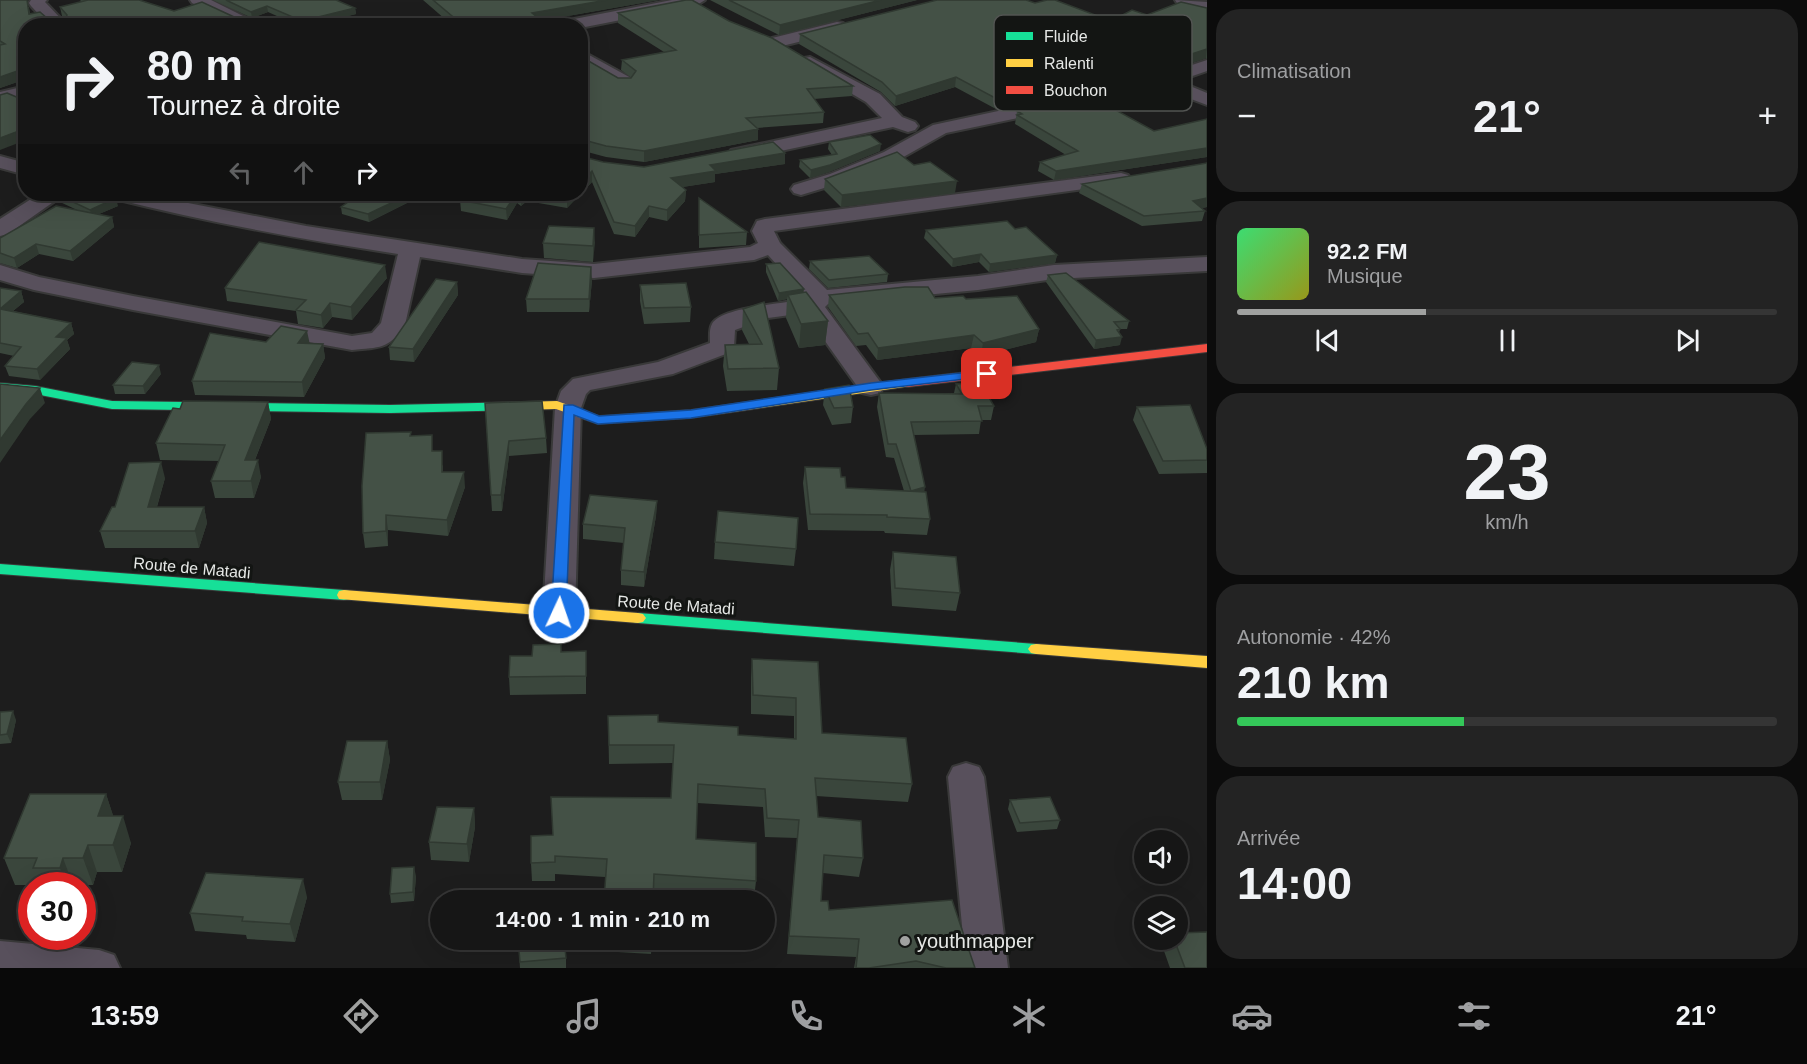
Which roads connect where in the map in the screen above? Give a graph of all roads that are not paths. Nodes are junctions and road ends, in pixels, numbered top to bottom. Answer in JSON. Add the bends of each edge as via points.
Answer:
{"nodes":[{"id":1,"x":30,"y":0,"type":"edge"},
{"id":2,"x":39,"y":0,"type":"edge"},
{"id":3,"x":198,"y":0,"type":"edge"},
{"id":4,"x":1183,"y":0,"type":"edge"},
{"id":5,"x":20,"y":1,"type":"edge"},
{"id":6,"x":700,"y":4,"type":"edge"},
{"id":7,"x":1207,"y":7,"type":"edge"},
{"id":8,"x":52,"y":18,"type":"edge"},
{"id":9,"x":237,"y":18,"type":"edge"},
{"id":10,"x":588,"y":22,"type":"edge"},
{"id":11,"x":849,"y":24,"type":"edge"},
{"id":12,"x":757,"y":33,"type":"edge"},
{"id":13,"x":778,"y":42,"type":"junction"},
{"id":14,"x":588,"y":60,"type":"edge"},
{"id":15,"x":1207,"y":65,"type":"edge"},
{"id":16,"x":1192,"y":70,"type":"edge"},
{"id":17,"x":624,"y":82,"type":"edge"},
{"id":18,"x":1192,"y":93,"type":"edge"},
{"id":19,"x":1207,"y":99,"type":"edge"},
{"id":20,"x":1024,"y":111,"type":"edge"},
{"id":21,"x":895,"y":121,"type":"junction"},
{"id":22,"x":940,"y":129,"type":"junction"},
{"id":23,"x":714,"y":158,"type":"edge"},
{"id":24,"x":1140,"y":176,"type":"edge"},
{"id":25,"x":801,"y":189,"type":"dead end"},
{"id":26,"x":42,"y":201,"type":"edge"},
{"id":27,"x":146,"y":201,"type":"edge"},
{"id":28,"x":0,"y":230,"type":"edge"},
{"id":29,"x":771,"y":246,"type":"junction"},
{"id":30,"x":410,"y":251,"type":"junction"},
{"id":31,"x":1207,"y":264,"type":"edge"},
{"id":32,"x":0,"y":272,"type":"edge"},
{"id":33,"x":817,"y":302,"type":"junction"},
{"id":34,"x":1207,"y":348,"type":"edge"},
{"id":35,"x":0,"y":387,"type":"edge"},
{"id":36,"x":871,"y":387,"type":"junction"},
{"id":37,"x":568,"y":408,"type":"junction"},
{"id":38,"x":0,"y":569,"type":"edge"},
{"id":39,"x":559,"y":613,"type":"junction"},
{"id":40,"x":1207,"y":662,"type":"edge"},
{"id":41,"x":966,"y":777,"type":"dead end"},
{"id":42,"x":0,"y":959,"type":"edge"},
{"id":43,"x":99,"y":968,"type":"edge"},
{"id":44,"x":987,"y":968,"type":"edge"}],
"edges":[{"from":1,"to":5,"type":"street"},
{"from":2,"to":8,"type":"street","via":[[37,3]]},
{"from":3,"to":9,"type":"street"},
{"from":4,"to":7,"type":"street"},
{"from":6,"to":10,"type":"street"},
{"from":11,"to":13,"type":"street"},
{"from":12,"to":13,"type":"street"},
{"from":13,"to":21,"type":"street","via":[[873,98]]},
{"from":14,"to":17,"type":"street"},
{"from":15,"to":16,"type":"street"},
{"from":18,"to":19,"type":"street"},
{"from":20,"to":22,"type":"street"},
{"from":21,"to":22,"type":"street","via":[[910,127]]},
{"from":21,"to":23,"type":"street"},
{"from":22,"to":25,"type":"street","via":[[891,156]]},
{"from":24,"to":29,"type":"street","via":[[765,226],[763,231]]},
{"from":26,"to":28,"type":"street"},
{"from":27,"to":30,"type":"street"},
{"from":29,"to":30,"type":"street","via":[[745,255],[594,271]]},
{"from":29,"to":33,"type":"street"},
{"from":30,"to":32,"type":"street","via":[[393,325],[379,340],[352,343],[133,303]]},
{"from":31,"to":33,"type":"street","via":[[1054,272]]},
{"from":33,"to":36,"type":"street"},
{"from":33,"to":37,"type":"street","via":[[753,313],[723,326],[722,346],[664,369],[582,384],[574,391]]},
{"from":34,"to":36,"type":"main road"},
{"from":35,"to":37,"type":"main road","via":[[112,405]]},
{"from":36,"to":37,"type":"main road","via":[[640,418],[598,420]]},
{"from":37,"to":39,"type":"street"},
{"from":38,"to":39,"type":"main road","name":"Route de Matadi"},
{"from":39,"to":40,"type":"main road","name":"Route de Matadi"},
{"from":41,"to":44,"type":"street"},
{"from":42,"to":43,"type":"street"}]}
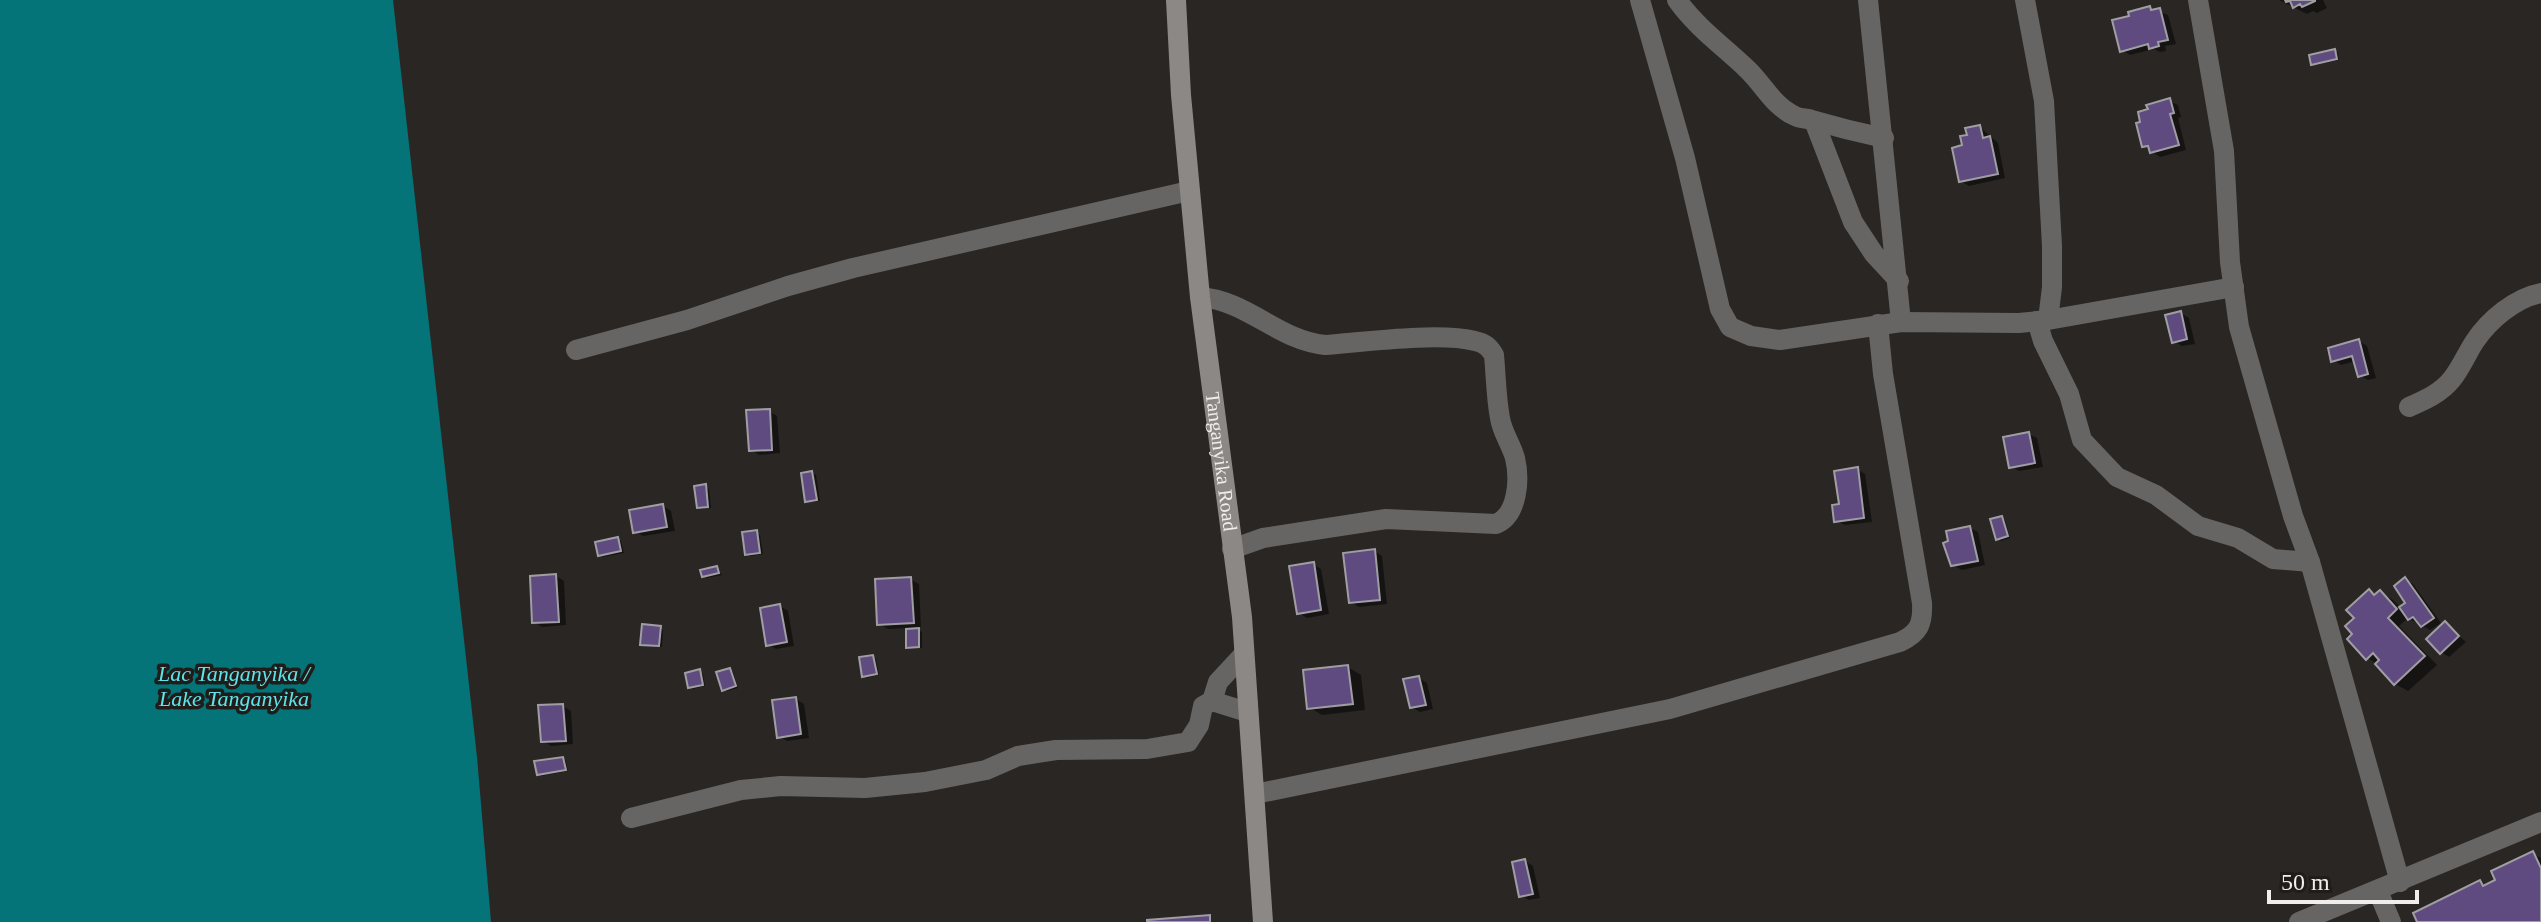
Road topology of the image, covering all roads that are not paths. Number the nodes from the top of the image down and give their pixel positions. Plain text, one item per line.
1 (1176, 0) edge
2 (1640, 0) edge
3 (1677, 0) edge
4 (1868, 0) edge
5 (2025, 0) edge
6 (2198, 0) edge
7 (1814, 121) junction
8 (1884, 138) junction
9 (1189, 191) junction
10 (1899, 281) junction
11 (2234, 287) junction
12 (2541, 293) edge
13 (1200, 297) junction
14 (2043, 320) junction
15 (1901, 322) junction
16 (1878, 324) junction
17 (576, 350) dead end
18 (2409, 407) dead end
19 (1232, 549) junction
20 (2310, 562) junction
21 (1244, 654) junction
22 (1212, 701) junction
23 (1247, 712) junction
24 (1255, 794) junction
25 (631, 818) dead end
26 (2541, 822) edge
27 (2400, 882) junction
28 (2378, 891) junction
29 (1263, 922) edge
30 (2299, 922) edge
31 (2391, 922) edge

1 - 9 street, Tanganyika Road
2 - 16 street
3 - 7 street
4 - 8 street
5 - 14 street
6 - 11 street
7 - 8 street
7 - 10 street
8 - 10 street
9 - 13 street, Tanganyika Road
9 - 17 street
10 - 15 street
11 - 14 street
11 - 20 street
12 - 18 street
13 - 19 street, Tanganyika Road
13 - 19 street
14 - 15 street
14 - 20 street
15 - 16 street
16 - 24 street
19 - 21 street, Tanganyika Road
20 - 27 street
21 - 22 street
21 - 23 street, Tanganyika Road
22 - 23 street
22 - 25 street
23 - 24 street, Tanganyika Road
24 - 29 street, Tanganyika Road
26 - 27 street
27 - 28 street
28 - 30 street
28 - 31 street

* _Task to carry out_
Scan the lines above, and whenever one holds the string "name", copy it.

* _Answer to this exercise_
{"from":38,"to":39,"type":"main road","name":"Route de Matadi"},
{"from":39,"to":40,"type":"main road","name":"Route de Matadi"},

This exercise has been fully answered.